Family surprised by life sentence for Palestinian-American over land sale

Jalal Akel firmly denies his son sold land to Jewish Israelis in Jerusalem; PA official says Jerusalem man can appeal ruling

Adam Rasgon is a former Palestinian affairs reporter at The Times of Israel

Palestinian police officers gesture to journalists as they display three Palestinian men, standing against the wall at right, for the media after they were convicted by a tribunal of collaborating with Israel in the West Bank city of Hebron, Tuesday, Oct. 14, 2008. (AP/Nasser Shiyoukhi)
Palestinian police officers gesture to journalists as they display three Palestinian men, standing against the wall at right, for the media after they were convicted by a tribunal of collaborating with Israel in the West Bank city of Hebron, Tuesday, Oct. 14, 2008. (AP/Nasser Shiyoukhi)

The father of a Palestinian-American man sentenced in a Ramallah court to life in prison on charges of attempting to sell land to Israeli Jews said on Monday the ruling was surprising, but refrained from directly criticizing the verdict, even while maintaining his son’s innocence.
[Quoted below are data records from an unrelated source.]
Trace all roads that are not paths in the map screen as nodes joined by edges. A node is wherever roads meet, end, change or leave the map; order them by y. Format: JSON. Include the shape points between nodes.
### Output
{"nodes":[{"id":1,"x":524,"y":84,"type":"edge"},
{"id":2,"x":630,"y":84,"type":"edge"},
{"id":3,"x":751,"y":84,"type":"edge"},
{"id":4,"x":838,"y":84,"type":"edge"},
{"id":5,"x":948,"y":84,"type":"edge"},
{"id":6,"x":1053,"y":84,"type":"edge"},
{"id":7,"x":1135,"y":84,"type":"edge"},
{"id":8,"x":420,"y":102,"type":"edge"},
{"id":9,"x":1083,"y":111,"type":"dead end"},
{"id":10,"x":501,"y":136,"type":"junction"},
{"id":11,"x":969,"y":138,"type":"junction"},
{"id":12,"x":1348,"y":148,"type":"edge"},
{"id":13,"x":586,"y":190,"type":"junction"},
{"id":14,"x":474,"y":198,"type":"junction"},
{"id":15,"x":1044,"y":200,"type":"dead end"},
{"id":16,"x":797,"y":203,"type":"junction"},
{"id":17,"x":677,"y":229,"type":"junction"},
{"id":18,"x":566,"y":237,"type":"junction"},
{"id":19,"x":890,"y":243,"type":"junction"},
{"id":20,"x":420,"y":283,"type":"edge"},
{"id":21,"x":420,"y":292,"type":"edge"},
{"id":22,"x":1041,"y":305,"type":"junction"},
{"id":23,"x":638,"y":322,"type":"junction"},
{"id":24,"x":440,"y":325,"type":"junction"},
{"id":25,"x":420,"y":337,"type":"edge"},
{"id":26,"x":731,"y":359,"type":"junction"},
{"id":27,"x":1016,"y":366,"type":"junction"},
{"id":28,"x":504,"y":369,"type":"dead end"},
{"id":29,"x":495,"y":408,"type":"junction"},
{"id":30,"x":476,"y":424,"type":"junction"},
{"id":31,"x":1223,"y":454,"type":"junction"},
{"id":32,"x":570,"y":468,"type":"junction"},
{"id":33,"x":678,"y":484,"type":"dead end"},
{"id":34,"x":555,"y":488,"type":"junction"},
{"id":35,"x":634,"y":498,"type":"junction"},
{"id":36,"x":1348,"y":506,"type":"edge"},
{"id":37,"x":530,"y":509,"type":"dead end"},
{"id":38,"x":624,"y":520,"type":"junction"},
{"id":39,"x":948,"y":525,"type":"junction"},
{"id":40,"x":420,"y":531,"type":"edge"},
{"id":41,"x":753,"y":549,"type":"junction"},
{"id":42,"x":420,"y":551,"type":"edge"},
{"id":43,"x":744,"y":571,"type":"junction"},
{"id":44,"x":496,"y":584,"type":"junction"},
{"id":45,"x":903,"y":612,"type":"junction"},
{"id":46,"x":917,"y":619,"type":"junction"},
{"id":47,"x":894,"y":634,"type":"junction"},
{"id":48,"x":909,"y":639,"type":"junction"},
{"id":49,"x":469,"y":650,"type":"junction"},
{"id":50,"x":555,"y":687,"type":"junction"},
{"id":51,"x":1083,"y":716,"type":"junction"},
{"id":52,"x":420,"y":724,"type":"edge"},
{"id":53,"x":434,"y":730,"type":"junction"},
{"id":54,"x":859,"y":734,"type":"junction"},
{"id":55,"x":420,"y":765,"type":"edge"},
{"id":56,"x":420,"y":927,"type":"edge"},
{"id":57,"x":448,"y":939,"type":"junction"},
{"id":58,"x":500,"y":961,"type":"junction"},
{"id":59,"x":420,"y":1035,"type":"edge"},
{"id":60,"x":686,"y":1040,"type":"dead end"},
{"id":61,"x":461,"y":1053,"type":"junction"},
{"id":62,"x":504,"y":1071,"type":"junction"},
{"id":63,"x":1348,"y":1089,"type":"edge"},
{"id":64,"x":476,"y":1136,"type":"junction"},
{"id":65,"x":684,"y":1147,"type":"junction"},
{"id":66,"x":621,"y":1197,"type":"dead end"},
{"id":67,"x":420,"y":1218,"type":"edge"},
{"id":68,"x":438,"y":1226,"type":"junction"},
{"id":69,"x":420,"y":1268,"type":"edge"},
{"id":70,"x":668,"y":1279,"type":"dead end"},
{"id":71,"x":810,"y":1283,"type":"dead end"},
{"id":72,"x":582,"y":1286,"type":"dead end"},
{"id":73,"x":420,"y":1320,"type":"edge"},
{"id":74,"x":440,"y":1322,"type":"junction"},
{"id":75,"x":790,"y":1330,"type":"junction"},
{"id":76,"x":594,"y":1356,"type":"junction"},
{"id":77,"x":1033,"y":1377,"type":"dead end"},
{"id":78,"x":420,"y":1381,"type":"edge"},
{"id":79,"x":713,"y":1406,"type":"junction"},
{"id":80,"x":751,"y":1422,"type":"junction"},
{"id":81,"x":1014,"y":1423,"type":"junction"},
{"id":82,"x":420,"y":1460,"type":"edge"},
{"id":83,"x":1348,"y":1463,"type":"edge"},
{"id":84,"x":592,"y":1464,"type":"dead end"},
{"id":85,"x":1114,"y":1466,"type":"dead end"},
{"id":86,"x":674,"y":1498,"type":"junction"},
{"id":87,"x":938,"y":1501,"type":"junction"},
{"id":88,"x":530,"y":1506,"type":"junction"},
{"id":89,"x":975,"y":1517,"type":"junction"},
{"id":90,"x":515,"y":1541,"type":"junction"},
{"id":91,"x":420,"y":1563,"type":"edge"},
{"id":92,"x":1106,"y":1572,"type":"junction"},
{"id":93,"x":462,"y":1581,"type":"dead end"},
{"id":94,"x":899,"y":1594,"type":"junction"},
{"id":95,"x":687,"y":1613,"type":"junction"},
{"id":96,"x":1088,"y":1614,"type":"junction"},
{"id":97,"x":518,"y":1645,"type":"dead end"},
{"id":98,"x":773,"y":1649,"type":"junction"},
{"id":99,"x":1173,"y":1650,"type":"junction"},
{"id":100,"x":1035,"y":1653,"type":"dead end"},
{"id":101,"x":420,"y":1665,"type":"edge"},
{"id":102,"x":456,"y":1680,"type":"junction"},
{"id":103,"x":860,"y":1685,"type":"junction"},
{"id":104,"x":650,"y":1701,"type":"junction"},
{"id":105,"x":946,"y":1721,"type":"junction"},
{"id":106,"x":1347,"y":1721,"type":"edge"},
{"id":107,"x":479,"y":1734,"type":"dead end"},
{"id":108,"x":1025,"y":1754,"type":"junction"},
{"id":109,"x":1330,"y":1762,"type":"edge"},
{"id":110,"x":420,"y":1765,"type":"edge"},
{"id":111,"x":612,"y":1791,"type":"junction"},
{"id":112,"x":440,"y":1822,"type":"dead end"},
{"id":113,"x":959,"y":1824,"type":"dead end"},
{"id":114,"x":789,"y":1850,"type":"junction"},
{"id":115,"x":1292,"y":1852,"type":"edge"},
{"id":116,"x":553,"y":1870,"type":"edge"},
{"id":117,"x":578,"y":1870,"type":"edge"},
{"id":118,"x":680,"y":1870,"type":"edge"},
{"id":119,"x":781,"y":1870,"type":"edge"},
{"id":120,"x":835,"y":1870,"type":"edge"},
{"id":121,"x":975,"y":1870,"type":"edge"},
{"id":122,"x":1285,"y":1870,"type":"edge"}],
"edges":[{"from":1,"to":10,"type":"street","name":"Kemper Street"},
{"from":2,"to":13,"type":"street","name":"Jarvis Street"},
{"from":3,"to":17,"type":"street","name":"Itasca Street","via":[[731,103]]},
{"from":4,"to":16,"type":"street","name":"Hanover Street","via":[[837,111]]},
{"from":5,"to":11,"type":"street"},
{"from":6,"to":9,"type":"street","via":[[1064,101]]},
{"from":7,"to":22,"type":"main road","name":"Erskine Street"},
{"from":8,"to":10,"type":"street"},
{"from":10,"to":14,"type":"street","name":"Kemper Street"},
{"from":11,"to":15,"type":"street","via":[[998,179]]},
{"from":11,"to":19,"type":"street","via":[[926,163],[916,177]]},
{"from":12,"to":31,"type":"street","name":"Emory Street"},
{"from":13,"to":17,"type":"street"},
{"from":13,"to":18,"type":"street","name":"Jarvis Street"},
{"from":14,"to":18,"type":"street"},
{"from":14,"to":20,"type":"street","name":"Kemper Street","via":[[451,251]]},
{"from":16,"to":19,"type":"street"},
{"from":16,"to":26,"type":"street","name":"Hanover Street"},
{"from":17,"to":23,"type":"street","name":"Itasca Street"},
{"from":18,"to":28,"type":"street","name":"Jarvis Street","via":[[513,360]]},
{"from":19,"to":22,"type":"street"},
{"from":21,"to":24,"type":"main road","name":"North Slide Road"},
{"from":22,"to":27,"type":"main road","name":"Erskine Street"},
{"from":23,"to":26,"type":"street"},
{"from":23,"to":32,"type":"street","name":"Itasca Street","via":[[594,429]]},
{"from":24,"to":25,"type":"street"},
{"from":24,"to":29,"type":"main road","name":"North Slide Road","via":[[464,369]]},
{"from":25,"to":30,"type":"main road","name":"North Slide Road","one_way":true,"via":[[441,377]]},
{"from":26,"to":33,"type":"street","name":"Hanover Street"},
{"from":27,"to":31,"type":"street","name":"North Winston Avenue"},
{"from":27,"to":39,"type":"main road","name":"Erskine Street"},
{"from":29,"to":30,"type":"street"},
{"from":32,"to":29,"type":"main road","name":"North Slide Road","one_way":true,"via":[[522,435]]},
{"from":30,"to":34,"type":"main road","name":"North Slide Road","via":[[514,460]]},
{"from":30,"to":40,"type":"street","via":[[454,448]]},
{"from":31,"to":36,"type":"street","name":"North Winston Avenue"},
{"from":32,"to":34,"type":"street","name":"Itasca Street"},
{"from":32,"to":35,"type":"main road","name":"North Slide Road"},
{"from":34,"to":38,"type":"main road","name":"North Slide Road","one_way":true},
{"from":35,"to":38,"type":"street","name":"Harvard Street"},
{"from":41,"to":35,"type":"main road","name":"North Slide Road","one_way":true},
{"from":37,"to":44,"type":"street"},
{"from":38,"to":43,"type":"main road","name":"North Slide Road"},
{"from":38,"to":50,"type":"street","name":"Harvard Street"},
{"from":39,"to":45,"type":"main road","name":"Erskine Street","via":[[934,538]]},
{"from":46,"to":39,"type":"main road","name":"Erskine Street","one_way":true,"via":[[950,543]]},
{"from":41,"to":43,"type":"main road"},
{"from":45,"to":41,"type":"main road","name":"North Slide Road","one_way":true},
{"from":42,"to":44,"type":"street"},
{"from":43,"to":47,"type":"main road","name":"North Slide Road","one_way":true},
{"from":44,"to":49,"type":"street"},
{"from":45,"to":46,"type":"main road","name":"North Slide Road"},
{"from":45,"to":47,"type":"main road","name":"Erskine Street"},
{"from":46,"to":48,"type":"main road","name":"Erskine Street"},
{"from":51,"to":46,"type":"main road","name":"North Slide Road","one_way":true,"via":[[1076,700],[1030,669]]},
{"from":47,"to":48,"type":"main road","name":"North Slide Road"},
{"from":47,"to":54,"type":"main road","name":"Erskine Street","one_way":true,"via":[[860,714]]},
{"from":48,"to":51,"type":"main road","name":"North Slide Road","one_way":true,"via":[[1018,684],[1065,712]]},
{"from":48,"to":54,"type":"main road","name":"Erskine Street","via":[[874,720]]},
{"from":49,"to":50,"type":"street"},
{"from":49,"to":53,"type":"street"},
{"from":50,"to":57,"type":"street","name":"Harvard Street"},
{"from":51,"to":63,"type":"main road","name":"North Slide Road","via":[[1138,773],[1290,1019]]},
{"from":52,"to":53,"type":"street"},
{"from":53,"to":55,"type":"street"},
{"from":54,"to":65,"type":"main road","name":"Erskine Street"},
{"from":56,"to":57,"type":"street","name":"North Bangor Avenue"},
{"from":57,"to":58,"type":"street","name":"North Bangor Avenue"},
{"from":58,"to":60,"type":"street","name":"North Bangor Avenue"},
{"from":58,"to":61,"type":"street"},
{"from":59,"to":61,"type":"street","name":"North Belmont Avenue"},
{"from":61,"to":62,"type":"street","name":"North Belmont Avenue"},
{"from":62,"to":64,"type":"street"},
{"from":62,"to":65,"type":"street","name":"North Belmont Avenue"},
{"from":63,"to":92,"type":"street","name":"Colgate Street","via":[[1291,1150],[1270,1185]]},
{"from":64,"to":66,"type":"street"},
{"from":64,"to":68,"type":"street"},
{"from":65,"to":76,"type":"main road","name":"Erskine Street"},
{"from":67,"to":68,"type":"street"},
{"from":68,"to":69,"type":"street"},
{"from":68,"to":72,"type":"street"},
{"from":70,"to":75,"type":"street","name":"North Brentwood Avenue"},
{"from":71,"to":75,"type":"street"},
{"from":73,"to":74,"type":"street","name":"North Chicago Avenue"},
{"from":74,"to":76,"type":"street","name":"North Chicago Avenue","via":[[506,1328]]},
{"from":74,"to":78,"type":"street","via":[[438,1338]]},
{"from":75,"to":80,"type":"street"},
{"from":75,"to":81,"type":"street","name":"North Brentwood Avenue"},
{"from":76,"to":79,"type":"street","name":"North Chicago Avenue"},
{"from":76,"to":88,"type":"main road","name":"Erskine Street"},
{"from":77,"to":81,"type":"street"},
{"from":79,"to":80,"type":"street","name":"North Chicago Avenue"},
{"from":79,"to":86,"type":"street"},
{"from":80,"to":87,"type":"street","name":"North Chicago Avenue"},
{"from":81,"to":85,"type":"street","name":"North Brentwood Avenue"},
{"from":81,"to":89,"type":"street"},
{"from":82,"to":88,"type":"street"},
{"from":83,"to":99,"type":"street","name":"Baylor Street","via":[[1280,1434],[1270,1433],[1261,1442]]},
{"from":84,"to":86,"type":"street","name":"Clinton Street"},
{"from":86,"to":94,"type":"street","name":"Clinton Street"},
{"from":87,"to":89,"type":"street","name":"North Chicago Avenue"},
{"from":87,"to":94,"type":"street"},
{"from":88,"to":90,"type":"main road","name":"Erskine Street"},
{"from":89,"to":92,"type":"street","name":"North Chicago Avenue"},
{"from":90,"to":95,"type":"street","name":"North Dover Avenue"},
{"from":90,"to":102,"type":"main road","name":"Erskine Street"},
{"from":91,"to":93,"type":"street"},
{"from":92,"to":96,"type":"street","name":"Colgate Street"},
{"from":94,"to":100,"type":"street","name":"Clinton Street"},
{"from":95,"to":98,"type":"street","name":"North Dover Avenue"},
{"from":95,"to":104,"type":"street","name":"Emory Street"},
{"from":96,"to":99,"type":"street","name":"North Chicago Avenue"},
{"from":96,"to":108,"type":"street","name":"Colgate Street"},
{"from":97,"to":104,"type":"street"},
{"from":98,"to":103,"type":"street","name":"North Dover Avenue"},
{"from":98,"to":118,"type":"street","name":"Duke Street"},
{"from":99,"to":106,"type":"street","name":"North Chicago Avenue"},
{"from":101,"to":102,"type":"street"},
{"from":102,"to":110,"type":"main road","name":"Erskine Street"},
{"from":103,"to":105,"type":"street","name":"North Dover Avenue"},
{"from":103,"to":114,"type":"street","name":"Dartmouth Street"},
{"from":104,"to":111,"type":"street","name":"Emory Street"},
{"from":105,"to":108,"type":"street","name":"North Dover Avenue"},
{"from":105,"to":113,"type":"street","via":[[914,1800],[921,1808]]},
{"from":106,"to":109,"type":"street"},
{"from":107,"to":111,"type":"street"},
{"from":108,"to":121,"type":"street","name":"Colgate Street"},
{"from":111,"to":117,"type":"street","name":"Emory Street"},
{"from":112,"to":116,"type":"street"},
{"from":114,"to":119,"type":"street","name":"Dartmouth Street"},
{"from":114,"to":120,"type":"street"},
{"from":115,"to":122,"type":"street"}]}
“What happened was a surprise. We knew there was a trial happening, but we didn’t know this would happen,” Jalal Akel, Issam Akel’s father, said in a phone call, referring to his son’s sentencing.

A Palestinian Authority court in Ramallah sentenced the younger Akel, a resident of East Jerusalem and in his 50s, to life in prison for attempting to sell land to Israeli Jews in Jerusalem, an official in the PA judiciary’s media office said.

Akel “was sentenced on Monday, but he can appeal the ruling,” an official in the PA judiciary’s media office, who asked to remain unnamed, said in a phone call.

A report on the PA judiciary’s website said an individual with the same initials as Akel was sentenced to life in prison for attempting “to annex part of the Palestinian lands to an alien state.”

The official confirmed that the report on the PA judiciary’s website was referring to Akel.

Jalal Akel firmly denied that his son sold land to Jewish Israelis. “He absolutely did not do that,” he said.

Issam Akel (Screenshot/Wattan News Agency)

Asked his opinion of the verdict, though, Jalal Akel refused to criticize the court. “I am not a judge or a lawyer,” he said.

Issam Akel, a resident of Jerusalem’s Beit Hanina neighborhood, is a holder of a blue Israeli identification card. The official in the PA judiciary’s media office said the PA arrested him October and has since held him in its custody.

The PA rarely arrests and carries out judicial proceedings against residents of Jerusalem who hold Israeli ID cards.

Asked about Akel’s sentencing, a US official said the American government had knowledge of reports about it.

“We are aware of reports that a US citizen has been sentenced by a Palestinian court. When a US citizen is incarcerated abroad, the US government works to provide all appropriate consular assistance,” the official said in a statement.

Palestinian law considers attempting to sell or selling land to Israeli Jews a punishable offense. According to the law, possible punishments for trying to sell or selling land to Jewish Israelis include various degrees of hard labor and imprisonment as well as execution.

However, the law requires that PA President Mahmoud Abbas approve any death sentence, and he has not signed off on any executions since 2006.

In November, US Ambassador to Israel David Friedman called on Ramallah to release Akel.

“The Pal Authority has been holding US citizen Isaam Akel in prison for ~2 months,” Friedman tweeted on November 28. “His suspected ‘crime’? Selling land to a Jew. Akel’s incarceration is antithetical to the values of the US & to all who advocate the cause of peaceful coexistence. We demand his immediate release.”

There are indications that Israel has attempted to pressure the PA over the issue by arresting members of the group in Jerusalem in recent months.

Raphael Ahren contributed to this report.